• [YOUR OBJECTIVE] List all lines of the data that include the string "FORGE".

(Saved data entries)
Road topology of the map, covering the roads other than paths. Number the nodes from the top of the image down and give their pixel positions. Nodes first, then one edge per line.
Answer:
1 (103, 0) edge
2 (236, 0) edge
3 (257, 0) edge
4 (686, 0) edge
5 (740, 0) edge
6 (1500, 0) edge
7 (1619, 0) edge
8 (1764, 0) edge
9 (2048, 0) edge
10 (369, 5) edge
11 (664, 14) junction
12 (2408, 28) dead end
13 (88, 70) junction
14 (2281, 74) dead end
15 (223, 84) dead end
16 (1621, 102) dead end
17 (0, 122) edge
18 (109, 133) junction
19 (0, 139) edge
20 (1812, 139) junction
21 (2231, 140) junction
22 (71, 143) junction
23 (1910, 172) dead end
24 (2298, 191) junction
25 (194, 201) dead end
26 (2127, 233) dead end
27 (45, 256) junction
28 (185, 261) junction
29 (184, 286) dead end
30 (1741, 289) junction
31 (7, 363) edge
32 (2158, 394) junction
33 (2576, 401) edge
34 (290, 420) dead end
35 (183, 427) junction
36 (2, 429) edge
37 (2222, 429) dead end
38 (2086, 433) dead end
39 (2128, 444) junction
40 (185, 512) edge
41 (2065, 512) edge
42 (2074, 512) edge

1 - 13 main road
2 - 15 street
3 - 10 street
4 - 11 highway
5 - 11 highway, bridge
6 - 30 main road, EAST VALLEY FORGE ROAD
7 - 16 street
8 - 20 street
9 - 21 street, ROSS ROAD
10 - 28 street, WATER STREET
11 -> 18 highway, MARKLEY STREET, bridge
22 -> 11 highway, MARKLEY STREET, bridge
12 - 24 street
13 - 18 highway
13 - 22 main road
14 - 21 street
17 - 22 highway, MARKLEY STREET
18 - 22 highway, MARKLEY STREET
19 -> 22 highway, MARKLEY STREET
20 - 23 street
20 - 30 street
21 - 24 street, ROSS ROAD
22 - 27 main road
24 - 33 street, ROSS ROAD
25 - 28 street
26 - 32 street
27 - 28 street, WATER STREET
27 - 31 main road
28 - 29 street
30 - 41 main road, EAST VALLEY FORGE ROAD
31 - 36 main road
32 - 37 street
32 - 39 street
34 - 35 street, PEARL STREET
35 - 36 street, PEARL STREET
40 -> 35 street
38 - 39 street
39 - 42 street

• [TASK OUTPUT]
6 - 30 main road, EAST VALLEY FORGE ROAD
30 - 41 main road, EAST VALLEY FORGE ROAD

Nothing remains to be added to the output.